▶ _AIM OF THE TASK_
Could you print the listing again exactly, omitting the pictures?

▶ _PROVIDED RECORDS_
►

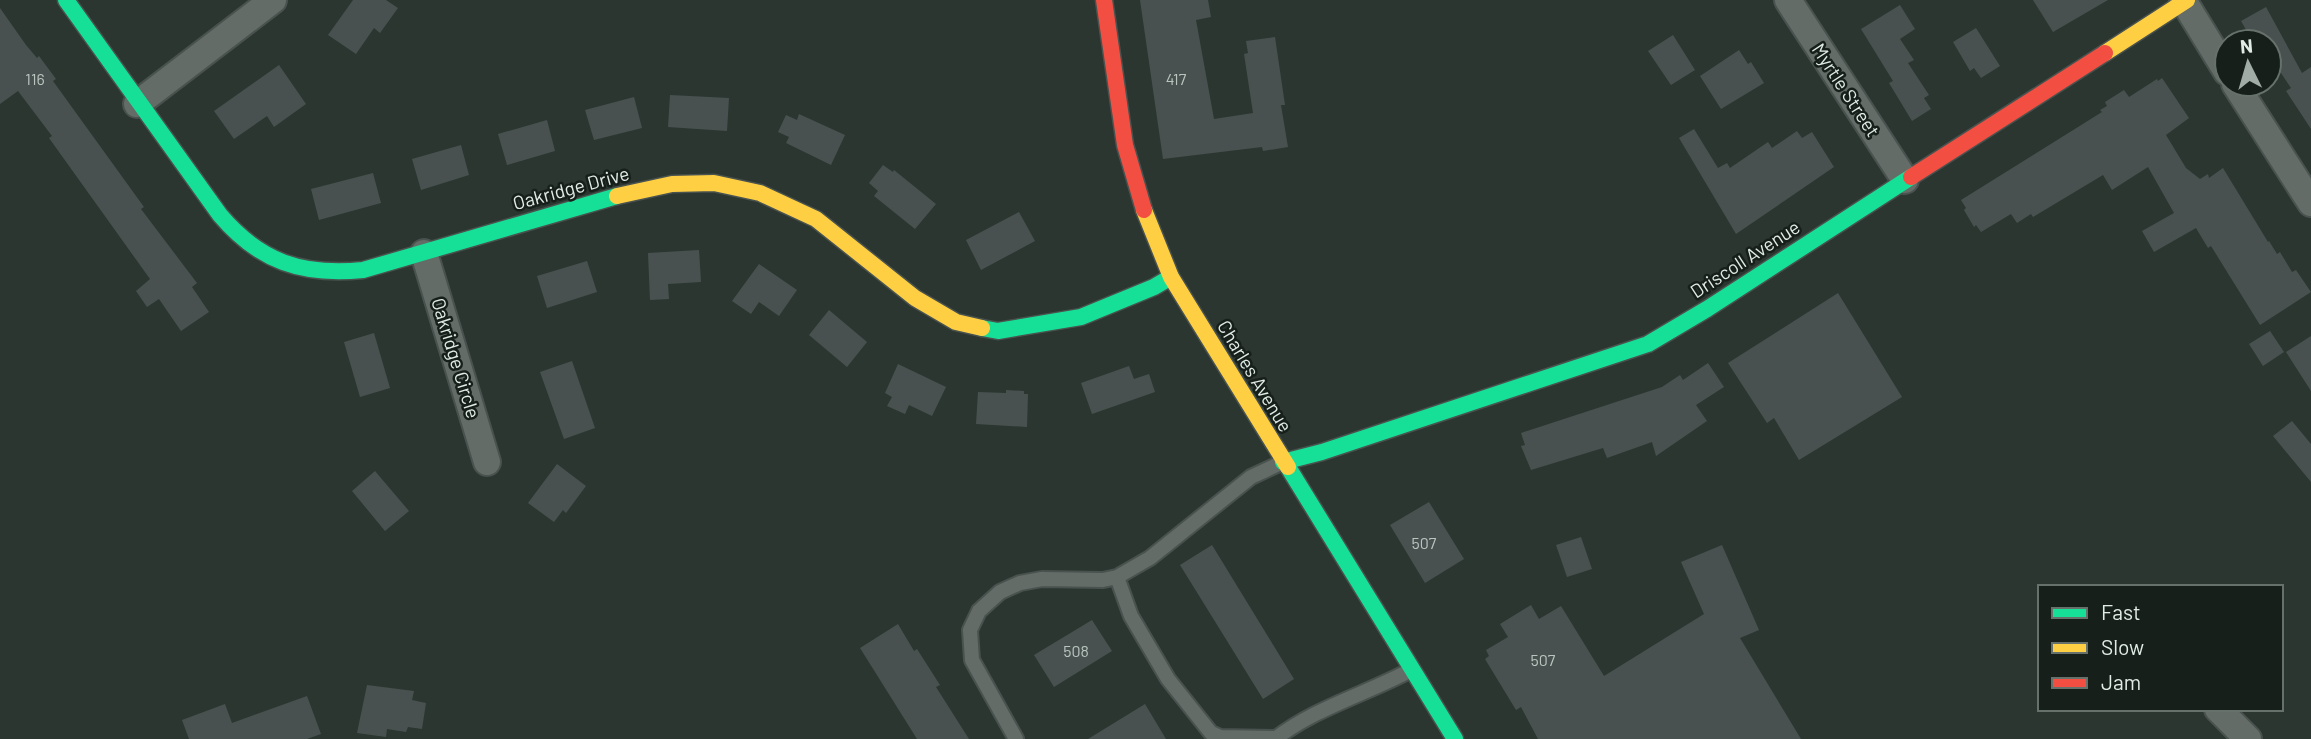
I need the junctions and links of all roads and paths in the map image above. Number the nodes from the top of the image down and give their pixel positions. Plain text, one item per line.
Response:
1 (66, 0) edge
2 (273, 0) edge
3 (1104, 0) edge
4 (1788, 0) edge
5 (2185, 1) edge
6 (2213, 48) edge
7 (2244, 98) edge
8 (136, 104) junction
9 (1905, 180) junction
10 (2311, 203) edge
11 (424, 253) junction
12 (1171, 277) junction
13 (487, 462) dead end
14 (1283, 462) junction
15 (1117, 577) junction
16 (1412, 670) junction
17 (2220, 711) edge
18 (1276, 738) edge
19 (1016, 739) edge
20 (1455, 739) edge
21 (2248, 739) edge

1 - 8 street, Oakridge Drive
2 - 8 street
3 - 12 street, Charles Avenue
4 - 9 street, Myrtle Street
5 - 6 street
5 - 9 street, Driscoll Avenue
7 - 10 street
8 - 11 street, Oakridge Drive
9 - 14 street, Driscoll Avenue
11 - 12 street, Oakridge Drive
11 - 13 street, Oakridge Circle
12 - 14 street, Charles Avenue
14 - 15 lane
14 - 16 street, Charles Avenue
15 - 18 lane
15 - 19 lane
16 - 18 lane
16 - 20 street, Charles Avenue
17 - 21 street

◄

▶ _WRITTEN ANSWER_
I need the junctions and links of all roads and paths in the map image above. Number the nodes from the top of the image down and give their pixel positions. Plain text, one item per line.
Response:
1 (66, 0) edge
2 (273, 0) edge
3 (1104, 0) edge
4 (1788, 0) edge
5 (2185, 1) edge
6 (2213, 48) edge
7 (2244, 98) edge
8 (136, 104) junction
9 (1905, 180) junction
10 (2311, 203) edge
11 (424, 253) junction
12 (1171, 277) junction
13 (487, 462) dead end
14 (1283, 462) junction
15 (1117, 577) junction
16 (1412, 670) junction
17 (2220, 711) edge
18 (1276, 738) edge
19 (1016, 739) edge
20 (1455, 739) edge
21 (2248, 739) edge

1 - 8 street, Oakridge Drive
2 - 8 street
3 - 12 street, Charles Avenue
4 - 9 street, Myrtle Street
5 - 6 street
5 - 9 street, Driscoll Avenue
7 - 10 street
8 - 11 street, Oakridge Drive
9 - 14 street, Driscoll Avenue
11 - 12 street, Oakridge Drive
11 - 13 street, Oakridge Circle
12 - 14 street, Charles Avenue
14 - 15 lane
14 - 16 street, Charles Avenue
15 - 18 lane
15 - 19 lane
16 - 18 lane
16 - 20 street, Charles Avenue
17 - 21 street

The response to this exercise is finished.